Тогда безумец будет площадей
не голубем, а вольной стрекозою.
Тогда и нищий будет Амадей,
ликующий в воскресшем мезозое.
Чем расстелиться мне под их стопой:
листвой осенней? шубою собольей?
Как устоять мне перед их слепой
фемидой притворившейся свободой?
Мне чудилось, что можно быть смешным,
рассеянным и щуриться волшебно.
Но я рожден душевно-небольным,
а становлюсь больным, но не душевно.
переулок
Смотрите, идёт молодой режиссёр безработный,
“Гамлета” ставит в своей голове,
натыкаясь на клумбы и тумбы,
опрокидывая раззявленные картузы,
рассыпая монеты рассерженных нищих,
рассеянно их собирая.
Батальоны гераней молятся за него
со второго этажа по шестой.
Но превыше гераней вознесся ошпаренный тенор,
внезапный, как гейзер Камчатки:
О, мой город!

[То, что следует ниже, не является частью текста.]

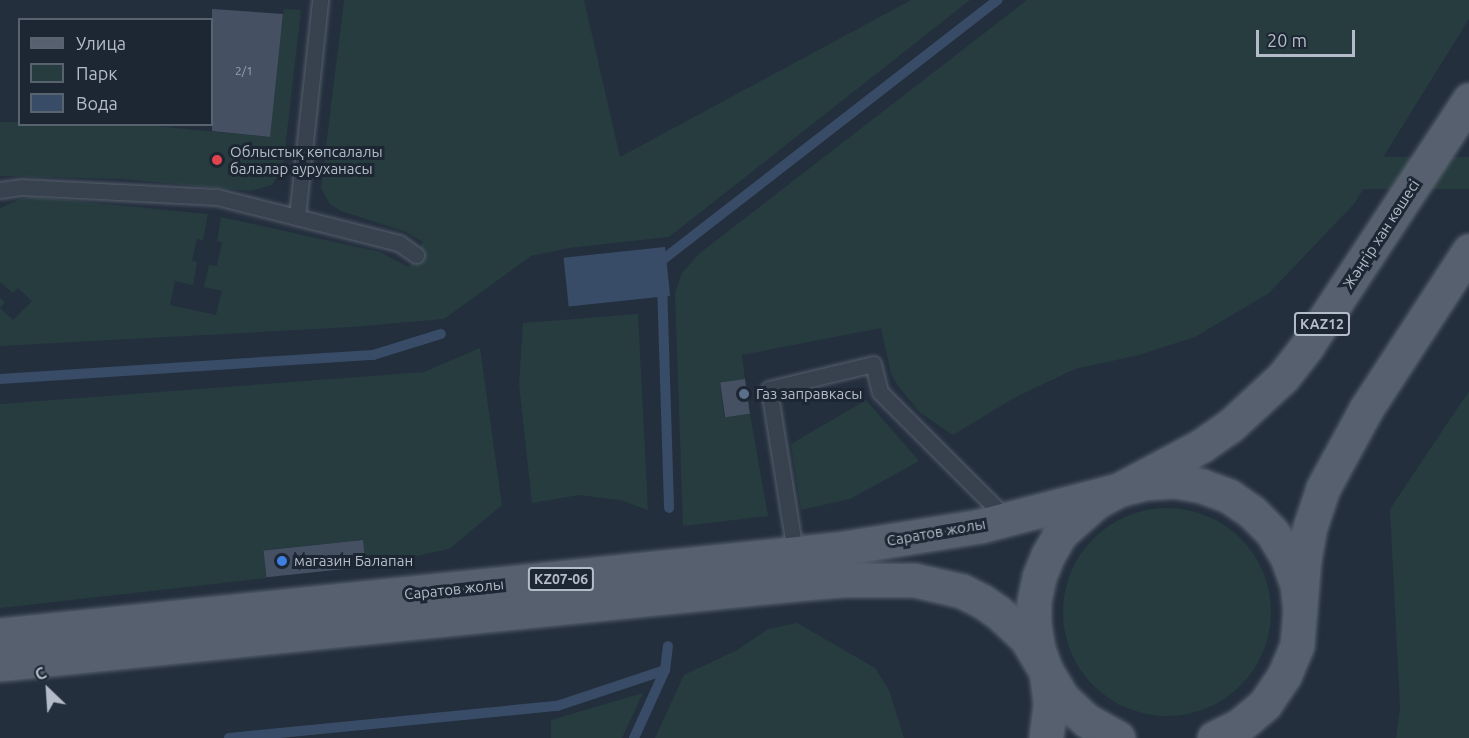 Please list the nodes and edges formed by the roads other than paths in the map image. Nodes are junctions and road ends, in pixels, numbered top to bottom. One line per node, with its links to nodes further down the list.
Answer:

О, солнце моё!
Золотая заноза моя
в мягком месте вселенной.
Кого в этой пьесе отравят, зарежут кого,
оболгут и отправят на верную гибель,
измутузят, подставят, сдадут ментам –
решают сейчас в итальянском открытом кафе
трое клерков в расслабленных узких удавках,
скомканными салфетками
играющие в настольный
петанк
***
Я против мира богатых и знаменитых,
невозможных, талантливых, офигенных.
Мне милее мир пластидов и динамитов,
алюминиевых взрывателей, гексогенов.
В моем запястье – пульс нефтяных вулканов,
в моем аккуратном кейсе – тайфунов связка.

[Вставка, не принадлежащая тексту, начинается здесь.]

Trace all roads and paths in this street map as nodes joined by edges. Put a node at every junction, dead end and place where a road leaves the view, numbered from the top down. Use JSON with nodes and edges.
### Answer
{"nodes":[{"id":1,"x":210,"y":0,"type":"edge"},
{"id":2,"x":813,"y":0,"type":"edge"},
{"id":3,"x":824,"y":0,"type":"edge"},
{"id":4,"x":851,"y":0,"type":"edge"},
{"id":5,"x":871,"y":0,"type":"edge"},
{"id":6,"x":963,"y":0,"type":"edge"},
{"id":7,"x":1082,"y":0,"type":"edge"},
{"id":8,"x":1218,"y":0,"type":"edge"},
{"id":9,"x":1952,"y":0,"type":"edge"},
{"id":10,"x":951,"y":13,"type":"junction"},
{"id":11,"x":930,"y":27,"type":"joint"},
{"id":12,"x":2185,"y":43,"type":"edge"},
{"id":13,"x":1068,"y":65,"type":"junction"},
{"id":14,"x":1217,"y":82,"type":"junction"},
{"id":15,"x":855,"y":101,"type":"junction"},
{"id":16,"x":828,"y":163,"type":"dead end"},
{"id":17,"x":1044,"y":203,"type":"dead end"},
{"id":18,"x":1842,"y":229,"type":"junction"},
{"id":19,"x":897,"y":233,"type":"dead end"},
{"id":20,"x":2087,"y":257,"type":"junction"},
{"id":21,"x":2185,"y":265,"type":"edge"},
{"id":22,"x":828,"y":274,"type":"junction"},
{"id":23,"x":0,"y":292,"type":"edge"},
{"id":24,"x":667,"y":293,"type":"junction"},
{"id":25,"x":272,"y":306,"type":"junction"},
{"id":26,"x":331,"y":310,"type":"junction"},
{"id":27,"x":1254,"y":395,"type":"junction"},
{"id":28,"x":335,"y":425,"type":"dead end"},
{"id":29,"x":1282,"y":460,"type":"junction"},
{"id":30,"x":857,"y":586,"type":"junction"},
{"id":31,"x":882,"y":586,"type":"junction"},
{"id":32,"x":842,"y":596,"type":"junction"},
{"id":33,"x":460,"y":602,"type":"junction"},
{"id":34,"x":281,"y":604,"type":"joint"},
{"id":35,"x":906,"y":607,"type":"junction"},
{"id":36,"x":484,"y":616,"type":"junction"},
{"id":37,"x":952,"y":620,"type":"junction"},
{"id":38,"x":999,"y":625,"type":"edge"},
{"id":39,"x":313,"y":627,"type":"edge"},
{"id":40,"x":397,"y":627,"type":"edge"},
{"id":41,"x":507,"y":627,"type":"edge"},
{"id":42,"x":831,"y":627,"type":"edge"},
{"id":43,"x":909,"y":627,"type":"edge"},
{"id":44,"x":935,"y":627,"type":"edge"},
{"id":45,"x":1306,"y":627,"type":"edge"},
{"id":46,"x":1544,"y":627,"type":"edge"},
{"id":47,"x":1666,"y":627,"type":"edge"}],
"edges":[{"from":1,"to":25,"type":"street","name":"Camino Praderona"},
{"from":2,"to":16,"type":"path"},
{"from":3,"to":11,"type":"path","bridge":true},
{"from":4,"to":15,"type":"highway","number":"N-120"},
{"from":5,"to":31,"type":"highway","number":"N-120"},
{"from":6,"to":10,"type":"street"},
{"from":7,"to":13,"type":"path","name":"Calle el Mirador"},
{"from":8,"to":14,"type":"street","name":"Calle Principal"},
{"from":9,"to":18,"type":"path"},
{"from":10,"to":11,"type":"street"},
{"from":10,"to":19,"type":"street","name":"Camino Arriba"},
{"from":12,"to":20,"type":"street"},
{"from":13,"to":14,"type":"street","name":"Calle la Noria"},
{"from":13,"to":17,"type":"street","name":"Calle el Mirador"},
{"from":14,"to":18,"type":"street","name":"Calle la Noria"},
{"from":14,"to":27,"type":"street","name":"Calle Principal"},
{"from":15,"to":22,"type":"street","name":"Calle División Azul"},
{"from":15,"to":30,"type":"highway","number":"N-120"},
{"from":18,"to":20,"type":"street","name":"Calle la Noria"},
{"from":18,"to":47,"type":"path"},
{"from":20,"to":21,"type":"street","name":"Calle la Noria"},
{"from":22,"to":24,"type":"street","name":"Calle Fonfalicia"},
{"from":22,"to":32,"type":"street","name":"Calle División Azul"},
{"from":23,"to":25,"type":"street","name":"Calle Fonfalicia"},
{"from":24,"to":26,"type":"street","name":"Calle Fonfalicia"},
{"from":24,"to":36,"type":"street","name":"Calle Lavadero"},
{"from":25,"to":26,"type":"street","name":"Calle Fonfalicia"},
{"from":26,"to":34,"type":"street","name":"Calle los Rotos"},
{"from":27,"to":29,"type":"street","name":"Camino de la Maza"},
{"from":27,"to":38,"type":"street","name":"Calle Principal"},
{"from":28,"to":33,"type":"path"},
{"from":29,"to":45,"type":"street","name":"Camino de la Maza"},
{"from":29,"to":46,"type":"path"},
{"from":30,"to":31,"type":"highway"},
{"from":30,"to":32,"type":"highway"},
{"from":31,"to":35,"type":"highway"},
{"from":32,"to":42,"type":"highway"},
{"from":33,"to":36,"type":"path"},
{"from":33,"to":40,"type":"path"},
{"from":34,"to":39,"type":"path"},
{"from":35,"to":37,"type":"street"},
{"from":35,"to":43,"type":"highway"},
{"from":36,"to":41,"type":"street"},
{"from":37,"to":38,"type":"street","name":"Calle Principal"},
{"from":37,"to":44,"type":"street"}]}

Алло, это служба сторуких великанов?
Вызываю бригаду на космодром Наска.
Я скромный клерк небесного Талибана,
за меня дерутся Бен Ладен и Бен Бернанке.
Я никому не отдам моего шарабана,
моей изнанки, детки, американки.
стихи о рифме
Рэмбо первая кровь и вторая кровь,
серый волк, пистолетный щёлк.
А в конце всё равно будет любовь –
это рифмы засадный полк.
Так что без толку рыщут в тайге холуи –
все землянки и схроны пусты.
Потому что над нами свистят соловьи,
заглушая стальные винты.
Это русская рифма сзывает войска,
это здешние грации три:
это русские воля, судьба и тоска,
обнимаясь, стоят на крови.
ассорти “гуниб”
В частном доме, где-то в Дагестане,
по углам сидят боевики.
Обложили гады-христиане.
В этот раз, похоже, не уйти.
А хотя – какие христиане?
“Отче наш” не знают назубок.
Что им делать в этом Дагестане,
где из камня слышится пророк?
Не прорвутся братья на подмогу.
Саданёт в окно гранатомёт.
Магомед оторванную ногу
на крылах к Аллаху понесёт.
И комроты лермонтовским слогом
проорёт в нахлынувшую тьму:
“Выходите, суки, на дорогу,
ты, и ты, и ты, по одному”.
И комроты мне укажет строго,
безбородый юноша Аллах:
“Что ты блеешь лермонтовским слогом,
если не был в этаких горах?”
Я скажу: “Есть грех, и есть привычка,
только как я в этом виноват,
если я – придуманная птичка,
не фотограф и не аппарат?”
“Врёшь ты всё, вон кучер твой и бричка,
и твоя столичная родня.
Я один – сверкающая птичка.
Смертный воздух целится в меня”.
грани
У небесного икосаэдра
облаками присыпаны грани,
и неясно – это глаза его
или это поля для брани,
где разумные бьются слизни
с марсианскими рудокопами.
Где уж нам со своими европами,
с австерлицами…
космонавты
Мне снились погибшие космонавты,
их жёлтые волосы, лунный шёлк.
Рассолом затопленные шахты,
на дне которых я их нашёл.
Один майор, один подполковник –
асы тутаевских ВВС.
О чём их подвиг? Никто не помнит
по эту сторону от небес.
Да, только мёртвые космонавты!
Я никогда не видал живых,
хотя и по сёлам таскал манатки,
и девки соломенной был жених.
Я до сих пор на листке осины
плыву из Углича в Кострому.
Я карту звёздную не осилил,
но не отдам её никому.
солярис
Я жду, когда небо нахмурится,
завоет в лесной полосе.
Мне хочется танков на улицах –
побольше, а лучше бы все.
Связисты, военные лётчики,
сапёры в едином ряду.
Путчисты, переворотчики,
сегодня же будем в аду.
О, тучи бугрятся поступками!
О, молния блещет мечом!
А мы, с электронными трубками,
похоже, опять ни при чём.
Из желчного неба-соляриса
льёт дождик, и сердце щемит.
Опять этот Пуго стреляется,
как юнкер какой-нибудь Шмидт,
и “скорая” метит Тверскую
крестами и светом нулей,
как брошенную мастерскую
в обломках чужих мебелей,
выруливая на Манежную,
где вроде народ – не народ
стремится в клоаку промежную
как в кукольный водоворот.
балаган
Этого? Недостаточно изувечен.
Рано его выпускать на арену цирка.
Я бы еще немного его почикал,
только вот нечем. Нет инструментов. Нечем.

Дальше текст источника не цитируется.